Christians have been reduced to the basest pragmatism, voting out of fear. Give us Mr. Dog’s Breakfast! At least he’s better than Mr. Dumpster Fire!
A couple hundred years ago, the American thinker, Lysander Spooner, was already critical of this lesser-of-two-evils approach, while admitting that it may come down to a matter of self-defense. In his classic analogy, you’re given a choice between two competing bands of highway robbers, to decide which group you’d rather be robbed by. You choose the one because you’ve heard those other guys treat their captives worse by comparison. You don’t make the decision because you’re happy with your choices, but merely in an effort to survive.
You’d be a fool to think that your choice represents something like “progress.” At best, it’s a defensive maneuver.
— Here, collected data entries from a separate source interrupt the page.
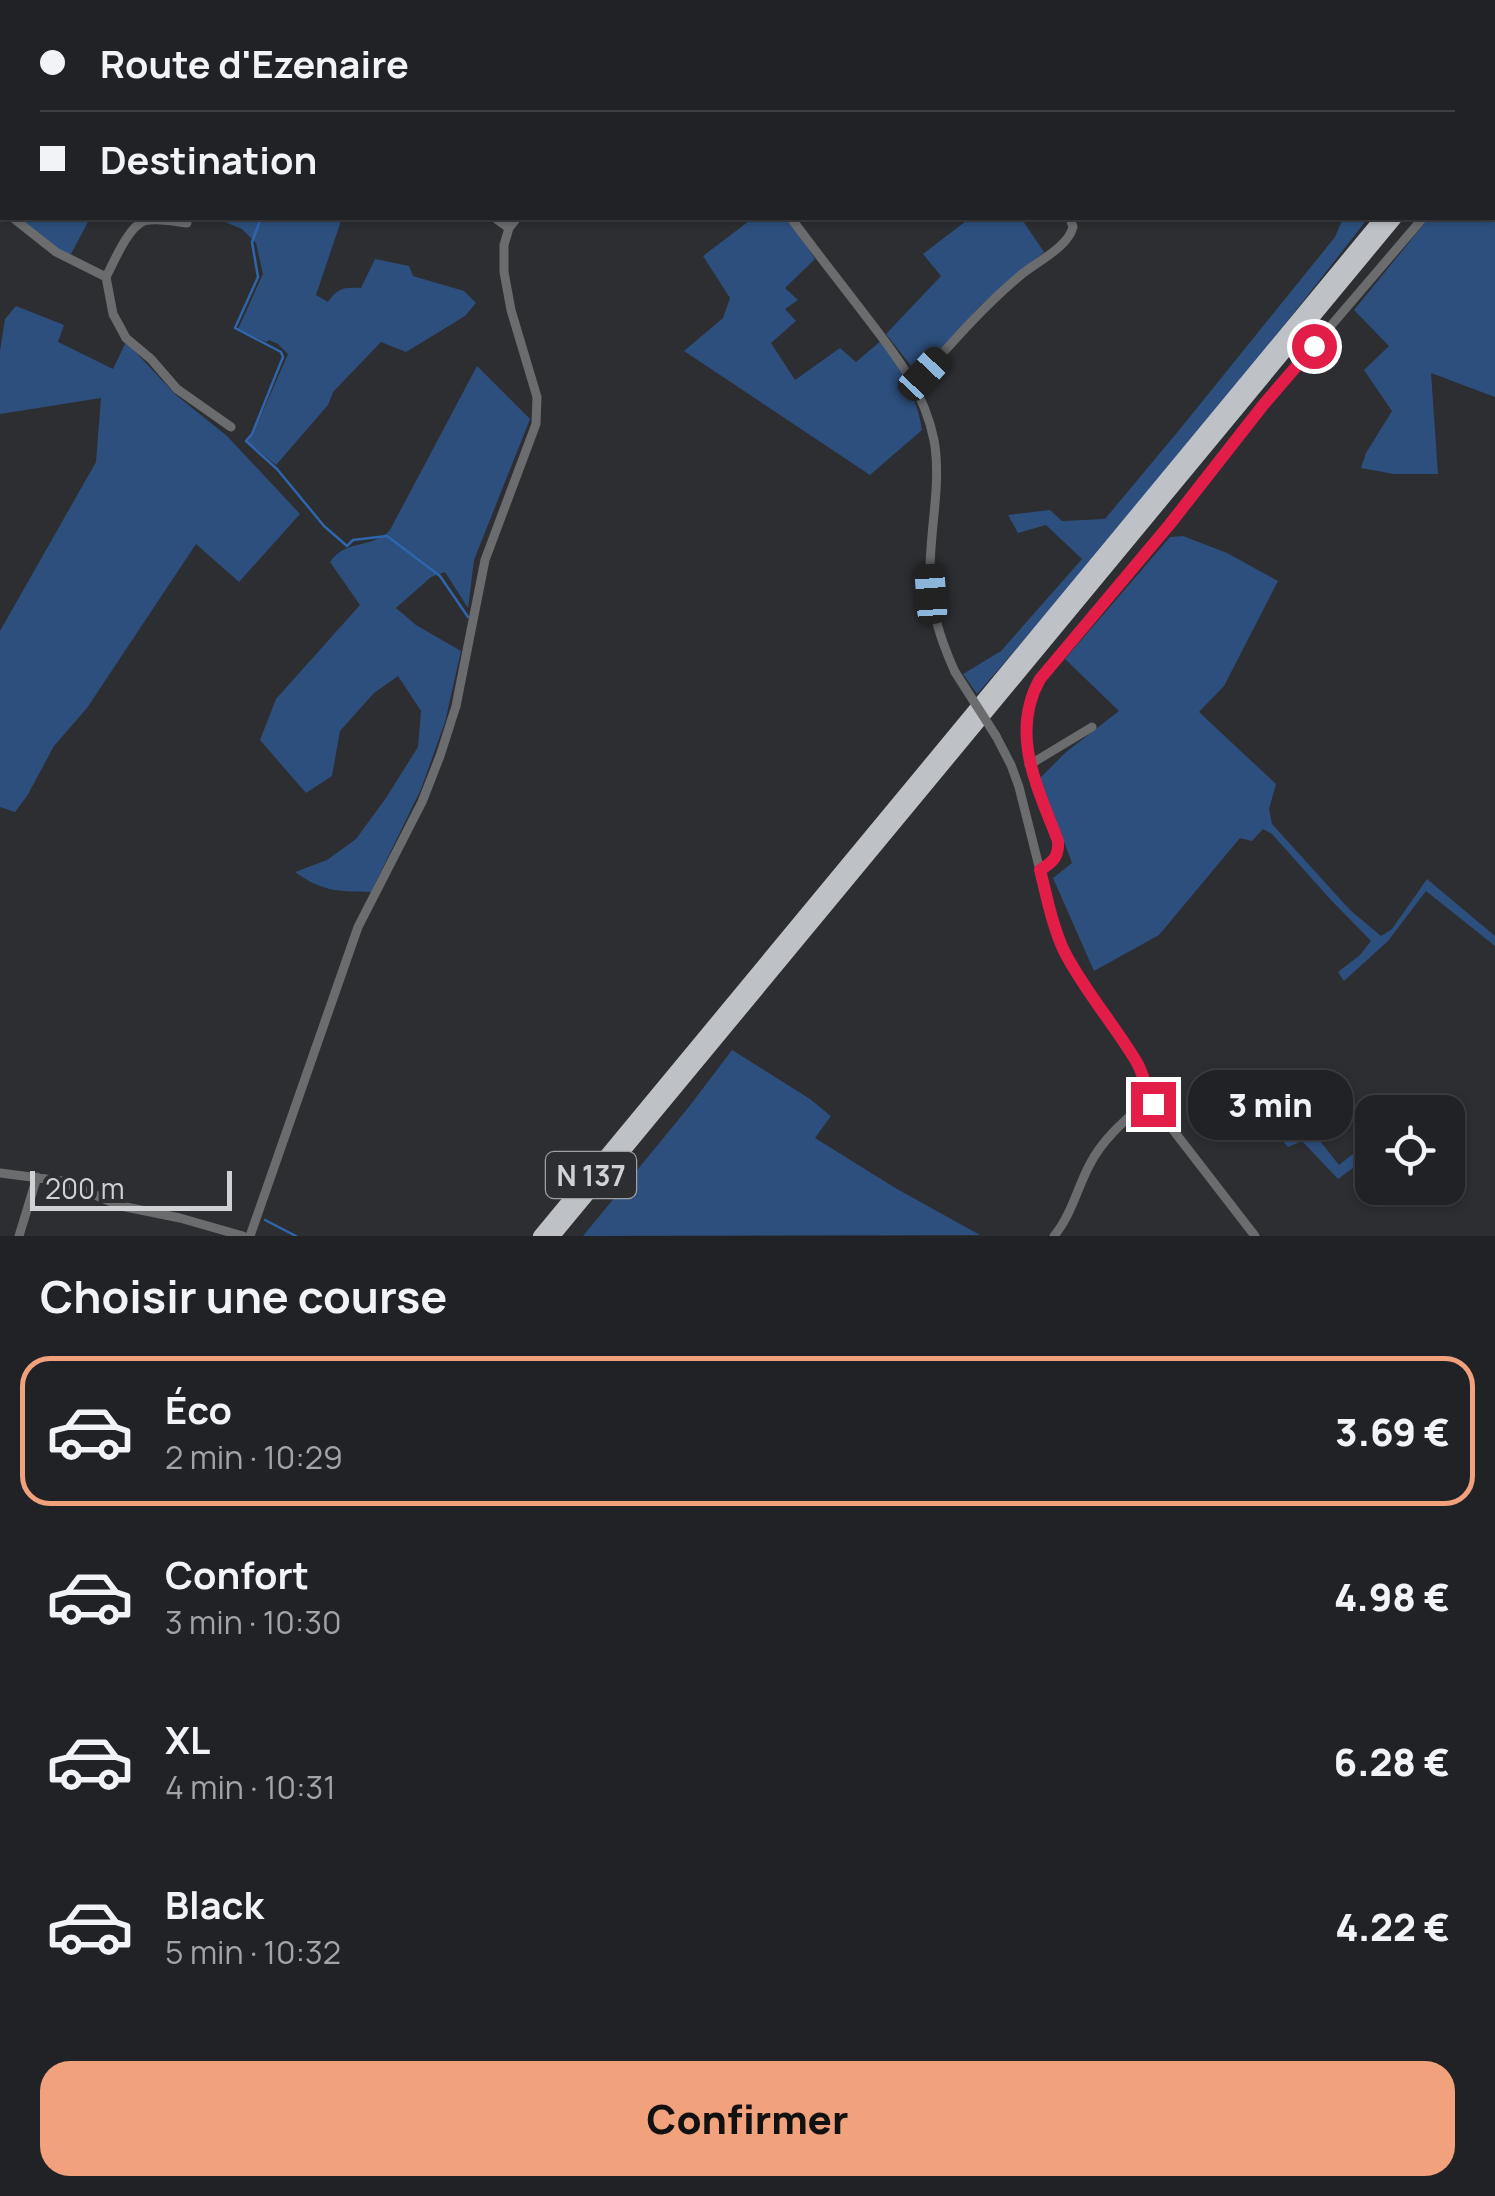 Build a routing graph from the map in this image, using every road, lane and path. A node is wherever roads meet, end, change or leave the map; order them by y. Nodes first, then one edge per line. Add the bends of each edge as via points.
1 (16, 220) edge
2 (499, 220) edge
3 (515, 220) edge
4 (793, 220) edge
5 (1071, 220) edge
6 (1380, 220) edge
7 (1393, 220) edge
8 (1421, 220) edge
9 (188, 223) dead end
10 (509, 228) junction
11 (106, 277) junction
12 (913, 382) junction
13 (230, 426) dead end
14 (1092, 728) dead end
15 (1029, 765) junction
16 (1040, 870) junction
17 (1150, 1098) junction
18 (0, 1172) edge
19 (38, 1177) junction
20 (19, 1236) edge
21 (246, 1236) edge
22 (540, 1236) edge
23 (554, 1236) edge
24 (1054, 1236) edge
25 (1254, 1236) edge

1 - 11 street via 56,252
2 - 10 street
3 - 10 street
4 - 12 street
5 - 12 street via 1069,238 981,311
6 - 22 highway, N 137
7 - 23 highway, N 137
8 - 15 street via 1040,679 1026,730
9 - 11 street via 144,221
10 - 21 street via 505,284 537,397 536,424 485,560 440,756 358,927
11 - 13 street via 112,314 125,336 177,389
12 - 16 street, bridge via 937,459 930,573 936,620 955,672 1012,766
14 - 15 street
15 - 16 street via 1058,841 1056,858
16 - 17 street via 1063,948 1136,1061
17 - 24 street via 1102,1145
17 - 25 street
18 - 19 street
19 - 20 street
19 - 21 street via 120,1206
We got in this mess with churches who refused to highlight the biblical qualifications for leadership, for multiple generations. Pulpits left their congregants with no spiritual guidance in the matter, and so they went off and voted like secularists, spouting party talking-points as if they were Bible verses.
What can be done? There is no magic bullet solution, but only the hard work, over time, of teaching and living out the truth of God in our lives. Stop voting in fear for biblically unqualified candidates. Make the parties work to earn your vote. Demand better.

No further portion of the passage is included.